* [Exercise requirements]: Only the lines holding the word "Hillcrest" are wanted; copy each of them from the listing.

*** Information given

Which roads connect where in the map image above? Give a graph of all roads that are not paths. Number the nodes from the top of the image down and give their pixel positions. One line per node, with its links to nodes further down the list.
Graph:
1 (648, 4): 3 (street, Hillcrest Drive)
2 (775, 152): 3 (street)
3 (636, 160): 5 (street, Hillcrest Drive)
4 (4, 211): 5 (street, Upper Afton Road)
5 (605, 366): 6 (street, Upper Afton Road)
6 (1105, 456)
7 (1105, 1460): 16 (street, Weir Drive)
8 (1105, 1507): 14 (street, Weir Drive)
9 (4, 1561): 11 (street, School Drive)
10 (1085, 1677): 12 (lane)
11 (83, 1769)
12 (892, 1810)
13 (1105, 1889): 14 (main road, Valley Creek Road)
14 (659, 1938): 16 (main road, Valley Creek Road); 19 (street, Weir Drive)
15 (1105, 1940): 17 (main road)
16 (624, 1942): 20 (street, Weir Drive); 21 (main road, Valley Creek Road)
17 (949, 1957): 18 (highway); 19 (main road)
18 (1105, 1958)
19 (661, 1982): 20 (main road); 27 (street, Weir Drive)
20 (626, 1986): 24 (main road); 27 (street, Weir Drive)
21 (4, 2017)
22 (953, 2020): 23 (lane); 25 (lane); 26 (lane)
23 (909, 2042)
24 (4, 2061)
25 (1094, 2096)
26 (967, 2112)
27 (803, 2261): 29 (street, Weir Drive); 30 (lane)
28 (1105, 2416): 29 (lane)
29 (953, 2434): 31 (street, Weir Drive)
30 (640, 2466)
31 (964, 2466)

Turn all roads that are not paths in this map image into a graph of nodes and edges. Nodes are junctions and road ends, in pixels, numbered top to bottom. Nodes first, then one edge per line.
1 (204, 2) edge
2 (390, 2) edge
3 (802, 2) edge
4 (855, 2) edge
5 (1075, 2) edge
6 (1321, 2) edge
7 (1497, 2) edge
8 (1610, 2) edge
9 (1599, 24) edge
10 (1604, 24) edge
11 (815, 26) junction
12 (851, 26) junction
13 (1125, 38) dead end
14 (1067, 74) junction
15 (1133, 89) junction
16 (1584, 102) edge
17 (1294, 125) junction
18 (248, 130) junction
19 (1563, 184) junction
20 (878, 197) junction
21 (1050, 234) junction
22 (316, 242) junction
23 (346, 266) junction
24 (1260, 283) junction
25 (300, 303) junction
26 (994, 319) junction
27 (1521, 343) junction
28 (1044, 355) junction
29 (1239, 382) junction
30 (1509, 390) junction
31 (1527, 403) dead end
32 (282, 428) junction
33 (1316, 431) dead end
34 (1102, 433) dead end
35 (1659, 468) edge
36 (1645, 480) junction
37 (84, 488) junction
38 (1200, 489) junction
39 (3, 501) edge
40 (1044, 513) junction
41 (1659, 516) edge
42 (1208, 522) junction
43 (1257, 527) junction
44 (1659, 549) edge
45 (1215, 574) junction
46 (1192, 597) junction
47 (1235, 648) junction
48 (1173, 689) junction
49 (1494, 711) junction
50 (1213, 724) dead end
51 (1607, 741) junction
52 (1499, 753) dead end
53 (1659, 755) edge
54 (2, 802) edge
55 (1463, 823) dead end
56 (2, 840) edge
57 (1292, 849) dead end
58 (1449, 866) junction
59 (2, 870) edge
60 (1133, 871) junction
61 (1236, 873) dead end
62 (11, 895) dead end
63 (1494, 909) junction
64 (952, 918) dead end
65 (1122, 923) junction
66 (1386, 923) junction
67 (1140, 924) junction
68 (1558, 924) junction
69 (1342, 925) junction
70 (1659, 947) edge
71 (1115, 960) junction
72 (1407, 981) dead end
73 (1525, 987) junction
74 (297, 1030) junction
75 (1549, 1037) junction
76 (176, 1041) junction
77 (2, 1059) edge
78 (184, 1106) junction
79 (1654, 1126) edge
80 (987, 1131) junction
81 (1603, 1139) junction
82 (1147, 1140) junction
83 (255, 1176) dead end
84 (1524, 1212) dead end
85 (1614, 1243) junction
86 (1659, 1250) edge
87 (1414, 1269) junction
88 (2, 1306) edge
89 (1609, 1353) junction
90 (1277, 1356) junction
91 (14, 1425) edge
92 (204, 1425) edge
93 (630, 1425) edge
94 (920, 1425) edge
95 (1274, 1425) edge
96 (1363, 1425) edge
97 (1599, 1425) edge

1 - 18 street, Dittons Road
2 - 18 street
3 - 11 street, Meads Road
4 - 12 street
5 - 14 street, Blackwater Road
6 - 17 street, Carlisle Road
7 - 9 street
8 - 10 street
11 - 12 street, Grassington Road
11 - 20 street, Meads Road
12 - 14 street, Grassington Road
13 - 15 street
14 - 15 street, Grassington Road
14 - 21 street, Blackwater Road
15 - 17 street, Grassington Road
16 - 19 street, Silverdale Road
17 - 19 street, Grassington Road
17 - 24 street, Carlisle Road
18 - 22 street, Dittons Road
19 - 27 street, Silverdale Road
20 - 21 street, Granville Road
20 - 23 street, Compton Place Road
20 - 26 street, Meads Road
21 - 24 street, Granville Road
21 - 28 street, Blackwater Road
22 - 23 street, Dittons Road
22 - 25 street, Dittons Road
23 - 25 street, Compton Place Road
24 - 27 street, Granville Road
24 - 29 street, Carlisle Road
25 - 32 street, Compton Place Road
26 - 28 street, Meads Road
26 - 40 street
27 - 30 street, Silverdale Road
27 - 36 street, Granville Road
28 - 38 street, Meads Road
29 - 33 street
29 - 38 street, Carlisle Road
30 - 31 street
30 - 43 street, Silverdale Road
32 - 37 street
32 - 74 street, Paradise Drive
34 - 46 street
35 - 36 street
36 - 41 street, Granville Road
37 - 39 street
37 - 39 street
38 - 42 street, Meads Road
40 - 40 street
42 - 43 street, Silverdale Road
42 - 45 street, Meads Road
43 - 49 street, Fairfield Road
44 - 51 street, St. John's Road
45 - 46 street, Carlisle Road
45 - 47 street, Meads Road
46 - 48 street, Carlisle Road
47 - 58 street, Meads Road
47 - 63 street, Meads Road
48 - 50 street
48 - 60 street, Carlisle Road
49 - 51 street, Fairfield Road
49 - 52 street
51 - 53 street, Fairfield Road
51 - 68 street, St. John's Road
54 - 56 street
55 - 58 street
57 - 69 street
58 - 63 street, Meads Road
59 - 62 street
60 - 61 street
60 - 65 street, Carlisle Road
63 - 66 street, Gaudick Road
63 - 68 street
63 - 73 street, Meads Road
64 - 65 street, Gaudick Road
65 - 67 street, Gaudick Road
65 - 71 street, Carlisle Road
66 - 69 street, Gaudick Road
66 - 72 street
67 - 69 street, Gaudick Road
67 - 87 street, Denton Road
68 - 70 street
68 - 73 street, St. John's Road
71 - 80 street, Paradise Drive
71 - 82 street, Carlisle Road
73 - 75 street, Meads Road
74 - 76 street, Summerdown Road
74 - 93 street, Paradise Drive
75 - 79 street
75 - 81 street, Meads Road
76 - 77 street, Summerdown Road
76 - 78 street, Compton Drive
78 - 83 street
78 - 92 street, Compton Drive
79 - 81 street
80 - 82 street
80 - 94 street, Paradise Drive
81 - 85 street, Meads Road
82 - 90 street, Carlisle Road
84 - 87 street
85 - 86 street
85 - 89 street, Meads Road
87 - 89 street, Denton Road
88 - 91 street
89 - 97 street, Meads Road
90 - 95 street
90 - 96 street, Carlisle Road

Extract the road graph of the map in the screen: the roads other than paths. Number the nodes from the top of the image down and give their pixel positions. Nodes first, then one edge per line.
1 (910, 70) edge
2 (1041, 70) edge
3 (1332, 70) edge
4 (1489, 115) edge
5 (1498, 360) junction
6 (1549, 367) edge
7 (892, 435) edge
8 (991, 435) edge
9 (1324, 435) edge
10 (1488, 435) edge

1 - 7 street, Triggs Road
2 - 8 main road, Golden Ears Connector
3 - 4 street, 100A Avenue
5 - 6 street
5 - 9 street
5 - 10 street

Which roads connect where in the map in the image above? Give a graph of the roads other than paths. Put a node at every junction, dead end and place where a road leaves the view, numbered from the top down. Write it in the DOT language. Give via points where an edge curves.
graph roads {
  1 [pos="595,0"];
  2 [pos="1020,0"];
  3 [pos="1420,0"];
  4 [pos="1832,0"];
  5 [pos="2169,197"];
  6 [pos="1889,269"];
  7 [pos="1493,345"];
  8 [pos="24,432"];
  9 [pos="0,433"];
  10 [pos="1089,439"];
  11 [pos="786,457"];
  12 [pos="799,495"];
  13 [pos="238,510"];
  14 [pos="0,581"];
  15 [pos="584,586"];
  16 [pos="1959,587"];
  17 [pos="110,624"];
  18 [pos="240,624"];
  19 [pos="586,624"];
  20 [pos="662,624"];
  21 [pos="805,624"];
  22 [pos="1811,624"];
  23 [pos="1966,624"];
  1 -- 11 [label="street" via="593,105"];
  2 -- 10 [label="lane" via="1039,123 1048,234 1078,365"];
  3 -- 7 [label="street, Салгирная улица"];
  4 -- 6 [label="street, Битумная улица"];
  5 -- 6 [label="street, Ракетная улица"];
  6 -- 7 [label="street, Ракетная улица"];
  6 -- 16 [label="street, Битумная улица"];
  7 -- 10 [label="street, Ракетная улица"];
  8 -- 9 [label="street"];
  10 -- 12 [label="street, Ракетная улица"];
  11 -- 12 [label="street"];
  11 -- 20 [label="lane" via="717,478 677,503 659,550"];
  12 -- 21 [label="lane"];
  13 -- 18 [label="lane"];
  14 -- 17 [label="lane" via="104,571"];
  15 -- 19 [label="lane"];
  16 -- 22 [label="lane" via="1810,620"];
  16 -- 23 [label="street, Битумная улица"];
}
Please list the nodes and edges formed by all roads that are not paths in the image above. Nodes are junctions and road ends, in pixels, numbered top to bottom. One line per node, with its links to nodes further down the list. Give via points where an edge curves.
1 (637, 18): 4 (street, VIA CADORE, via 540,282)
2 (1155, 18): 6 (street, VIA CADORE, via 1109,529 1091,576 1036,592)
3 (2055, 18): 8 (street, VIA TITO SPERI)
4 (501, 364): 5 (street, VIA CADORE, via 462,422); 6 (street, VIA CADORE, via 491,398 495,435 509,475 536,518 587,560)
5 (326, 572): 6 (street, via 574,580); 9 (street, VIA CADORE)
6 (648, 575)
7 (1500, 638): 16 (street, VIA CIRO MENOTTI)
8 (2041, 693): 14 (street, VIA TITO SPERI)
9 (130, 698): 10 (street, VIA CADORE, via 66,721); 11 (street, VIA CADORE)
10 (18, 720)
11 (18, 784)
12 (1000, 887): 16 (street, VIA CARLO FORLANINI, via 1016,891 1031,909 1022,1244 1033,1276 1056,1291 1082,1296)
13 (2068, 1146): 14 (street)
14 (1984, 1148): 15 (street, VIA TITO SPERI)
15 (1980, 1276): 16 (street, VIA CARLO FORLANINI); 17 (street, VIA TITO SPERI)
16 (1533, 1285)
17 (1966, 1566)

******

* [Answer below]:
1 (648, 4): 3 (street, Hillcrest Drive)
3 (636, 160): 5 (street, Hillcrest Drive)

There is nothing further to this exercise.